Work order >> A word-for-word copy of all entries is required, without images.
——
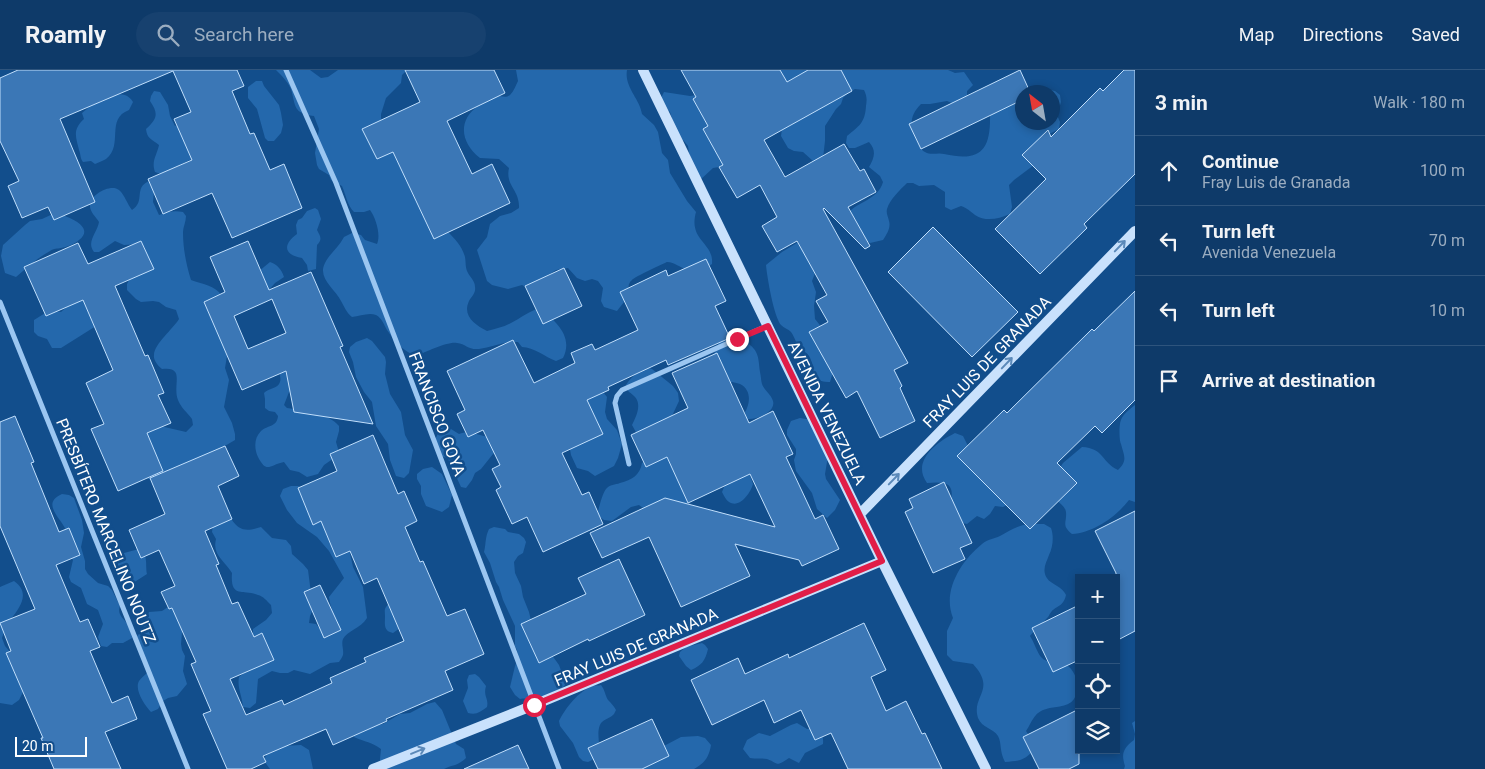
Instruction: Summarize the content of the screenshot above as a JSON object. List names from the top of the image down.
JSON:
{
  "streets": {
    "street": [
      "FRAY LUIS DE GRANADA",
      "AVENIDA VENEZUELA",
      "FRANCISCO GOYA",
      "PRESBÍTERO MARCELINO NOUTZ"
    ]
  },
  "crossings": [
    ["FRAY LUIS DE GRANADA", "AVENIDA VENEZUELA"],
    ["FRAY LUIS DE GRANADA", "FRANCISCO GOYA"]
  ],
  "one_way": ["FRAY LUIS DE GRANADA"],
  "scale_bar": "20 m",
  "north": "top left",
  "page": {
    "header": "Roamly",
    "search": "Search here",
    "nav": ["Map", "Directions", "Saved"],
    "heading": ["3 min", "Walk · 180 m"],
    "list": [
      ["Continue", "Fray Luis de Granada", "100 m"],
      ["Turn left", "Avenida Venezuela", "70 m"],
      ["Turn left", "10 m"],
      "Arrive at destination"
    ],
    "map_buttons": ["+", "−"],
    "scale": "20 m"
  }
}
——
Answer to this problem >>
Instruction: Summarize the content of the screenshot above as a JSON object. List names from the top of the image down.
JSON:
{
  "streets": {
    "street": [
      "FRAY LUIS DE GRANADA",
      "AVENIDA VENEZUELA",
      "FRANCISCO GOYA",
      "PRESBÍTERO MARCELINO NOUTZ"
    ]
  },
  "crossings": [
    ["FRAY LUIS DE GRANADA", "AVENIDA VENEZUELA"],
    ["FRAY LUIS DE GRANADA", "FRANCISCO GOYA"]
  ],
  "one_way": ["FRAY LUIS DE GRANADA"],
  "scale_bar": "20 m",
  "north": "top left",
  "page": {
    "header": "Roamly",
    "search": "Search here",
    "nav": ["Map", "Directions", "Saved"],
    "heading": ["3 min", "Walk · 180 m"],
    "list": [
      ["Continue", "Fray Luis de Granada", "100 m"],
      ["Turn left", "Avenida Venezuela", "70 m"],
      ["Turn left", "10 m"],
      "Arrive at destination"
    ],
    "map_buttons": ["+", "−"],
    "scale": "20 m"
  }
}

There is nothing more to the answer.